SAF SAYS NEW GALLUP DATA SHOWS AMERICANS VALUE THEIR GUN RIGHTS

BELLEVUE, WA – Today’s revelation by Gallup that a record low number of Americans support a legal ban on handgun possession by private citizens demonstrates a positive change in the public attitude about personal protection and the Second Amendment, the Second Amendment Foundation said.

According to Gallup, only 26 percent of Americans favor a handgun ban. The annual Gallup Crime poll was conducted Oct. 6-9.
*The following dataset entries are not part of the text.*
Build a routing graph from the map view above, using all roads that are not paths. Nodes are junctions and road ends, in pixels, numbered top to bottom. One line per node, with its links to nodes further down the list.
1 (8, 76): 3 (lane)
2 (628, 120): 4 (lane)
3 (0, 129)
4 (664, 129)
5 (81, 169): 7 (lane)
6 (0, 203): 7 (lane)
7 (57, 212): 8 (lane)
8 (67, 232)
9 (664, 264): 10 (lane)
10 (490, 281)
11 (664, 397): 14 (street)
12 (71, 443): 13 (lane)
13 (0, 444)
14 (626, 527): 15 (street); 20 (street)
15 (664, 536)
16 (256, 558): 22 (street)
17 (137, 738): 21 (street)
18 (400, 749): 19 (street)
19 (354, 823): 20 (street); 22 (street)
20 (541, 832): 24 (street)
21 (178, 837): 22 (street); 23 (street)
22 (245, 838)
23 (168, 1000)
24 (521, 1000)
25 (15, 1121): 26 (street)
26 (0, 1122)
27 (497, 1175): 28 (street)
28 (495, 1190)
“American citizens have become increasingly aware that they are the true ‘first responders’ when a crime happens in their presence,” noted SAF Executive Vice President Alan Gottlieb. “The public’s attitude about gun ownership has changed dramatically in the last decade, and especially since the Supreme Court’s Heller ruling in 2008 and our victory in the 2010 McDonald ruling, affirming the Second Amendment protects an individual civil right.

“The public has also realized that all the doom and gloom rhetoric from gun prohibitionists about more crime and violence associated with increased gun ownership has been wrong,” he continued. “More Americans today own firearms than they did a generation ago, yet violent crime rates are at their lowest levels in many years.”
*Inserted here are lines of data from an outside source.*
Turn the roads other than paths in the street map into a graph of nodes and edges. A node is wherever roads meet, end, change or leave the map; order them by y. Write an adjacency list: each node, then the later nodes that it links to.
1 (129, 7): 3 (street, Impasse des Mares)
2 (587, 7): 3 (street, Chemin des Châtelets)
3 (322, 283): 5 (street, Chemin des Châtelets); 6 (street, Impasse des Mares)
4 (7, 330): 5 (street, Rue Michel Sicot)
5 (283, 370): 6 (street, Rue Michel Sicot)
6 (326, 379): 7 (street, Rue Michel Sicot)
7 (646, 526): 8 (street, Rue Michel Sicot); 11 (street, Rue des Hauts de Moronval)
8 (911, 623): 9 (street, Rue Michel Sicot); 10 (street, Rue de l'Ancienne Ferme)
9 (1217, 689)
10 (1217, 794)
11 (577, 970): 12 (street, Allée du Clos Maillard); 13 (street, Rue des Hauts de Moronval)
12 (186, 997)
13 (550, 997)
According to Gallup, there is also greater opposition to a ban on semiautomatic sport-utility rifles, often wrongly identified as “assault weapons.” Only 43 percent of those polled think these guns should be banned, down ten percent from the 2001 poll. Support for stricter gun laws has also declined, with 44 percent believing laws should be left as they are, and 11 percent favoring less strict laws.

“The pendulum has definitely been swinging in favor of expanded gun rights,” Gottlieb observed. “For too long, people were fooled by hysteria and misinformation from gun prohibitionists and their cheerleaders in the press. But their alarmist rhetoric has failed the test of time, and now Americans by greater percentages than we’ve seen in generations are realizing that gun rights are important, to our security as a nation and to public safety in our own neighborhoods.”